You shopped around and finally found what you wanted online. The tracking website says it’s been delivered. But it’s not there.
Maybe it’s been stolen.
It’s easy for so-called porch pirates to snatch packages from your front door or apartment building stoop, and amid the rise of online retail giants package theft is in the spotlight.
Federal postal officials don’t release reports on how many packages are stolen every year, but according to Shorr Packaging Corp., 30 percent of those surveyed in 2017 had had a package stolen.

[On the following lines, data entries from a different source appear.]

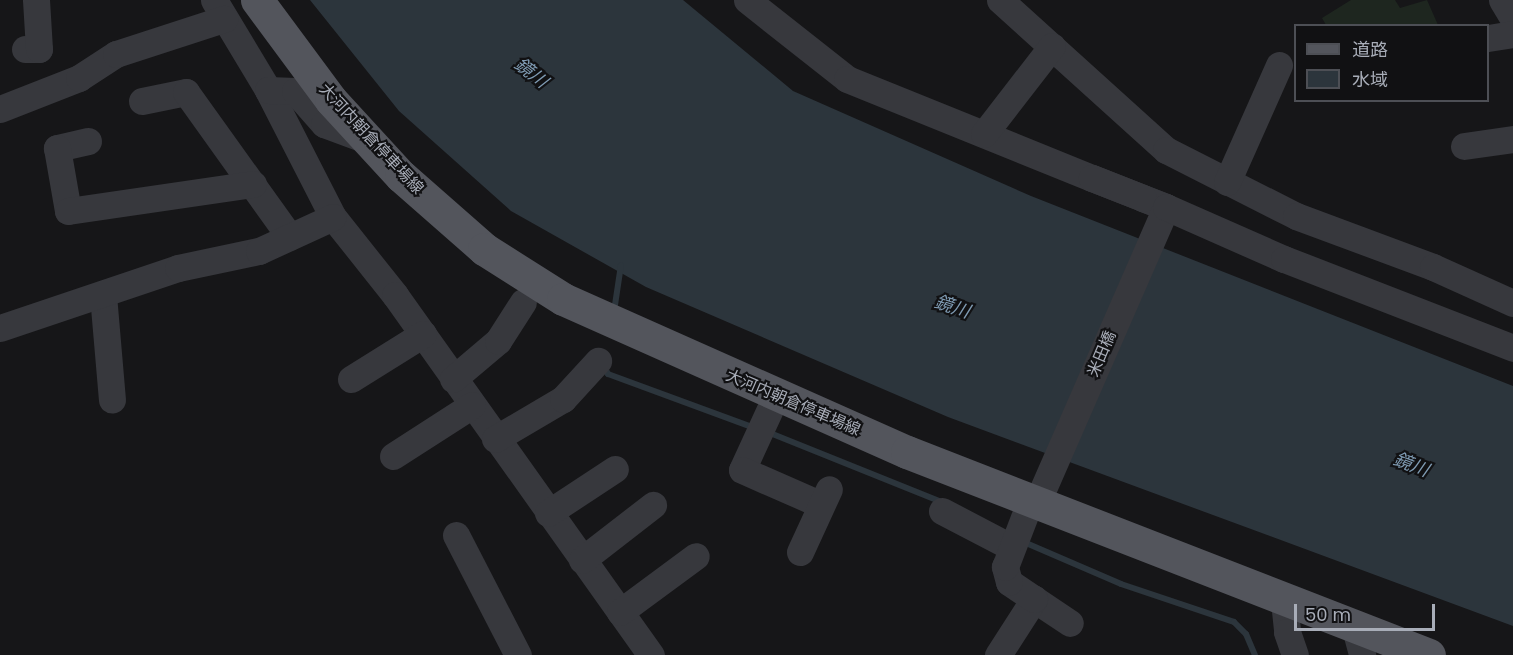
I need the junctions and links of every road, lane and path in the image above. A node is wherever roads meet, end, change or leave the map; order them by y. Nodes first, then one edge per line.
1 (36, 0) edge
2 (257, 0) edge
3 (747, 0) edge
4 (1000, 0) edge
5 (1502, 0) edge
6 (219, 10) edge
7 (1513, 18) edge
8 (1513, 34) edge
9 (1489, 38) edge
10 (1052, 46) junction
11 (25, 49) dead end
12 (1279, 65) dead end
13 (268, 90) junction
14 (142, 101) dead end
15 (0, 109) edge
16 (984, 134) junction
17 (1513, 139) edge
18 (367, 140) junction
19 (88, 141) dead end
20 (1464, 146) dead end
21 (1227, 182) junction
22 (253, 184) junction
23 (1163, 214) junction
24 (333, 217) junction
25 (290, 237) junction
26 (103, 295) junction
27 (523, 302) dead end
28 (1513, 303) edge
29 (0, 328) edge
30 (423, 334) junction
31 (1513, 348) edge
32 (598, 361) dead end
33 (351, 379) dead end
34 (453, 379) junction
35 (776, 396) junction
36 (112, 400) dead end
37 (472, 405) junction
38 (495, 439) junction
39 (393, 456) dead end
40 (615, 469) dead end
41 (1037, 498) junction
42 (653, 505) dead end
43 (942, 511) dead end
44 (548, 513) junction
45 (456, 535) dead end
46 (1011, 547) junction
47 (800, 552) dead end
48 (696, 556) dead end
49 (582, 560) junction
50 (1034, 599) junction
51 (1284, 601) junction
52 (620, 612) junction
53 (1070, 623) dead end
54 (1359, 642) edge
55 (643, 653) edge
56 (518, 655) edge
57 (998, 655) edge
58 (1295, 655) edge
59 (1429, 655) edge

1 - 11 street
2 - 18 main road, 大河内朝倉停車場線
3 - 16 street
4 - 10 street
5 - 7 street
6 - 13 street
6 - 15 street
8 - 9 street
10 - 16 street
10 - 21 street
12 - 21 street
13 - 18 street
13 - 24 street
14 - 22 street
16 - 23 street
17 - 20 street
18 - 35 main road, 大河内朝倉停車場線
19 - 22 street
21 - 28 street
22 - 25 street
23 - 31 street
23 - 41 street, 米田橋
24 - 25 street
24 - 30 street
25 - 26 street
26 - 29 street
26 - 36 street
27 - 34 street
30 - 33 street
30 - 34 street
32 - 38 street
34 - 37 street
35 - 41 main road, 大河内朝倉停車場線
35 - 47 street
37 - 38 street
37 - 39 street
38 - 44 street
40 - 44 street
41 - 46 street, 米田橋
41 - 51 main road, 大河内朝倉停車場線
42 - 49 street
43 - 46 street
44 - 49 street
45 - 56 street
46 - 50 street, 米田橋
48 - 52 street
49 - 52 street
50 - 53 street, 米田橋
50 - 57 street
51 - 54 main road, 大河内朝倉停車場線
51 - 58 street
52 - 55 street
54 - 59 main road, 大河内朝倉停車場線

Packages were stolen from about 11 million homeowners last year, according to Package Guard.
But as online shopping brought porch pirates to the forefront, tech companies and shippers have been coming up with solutions to combat it. Some would use tech to fight the very issue that tech aggravates.
Other solutions are simpler.
Here are a few tips from tech companies and shippers to avoid having your cargo stolen.
Be there when your package arrives.
UPS recommends customers have packages “sent to where they are — not where they are not.”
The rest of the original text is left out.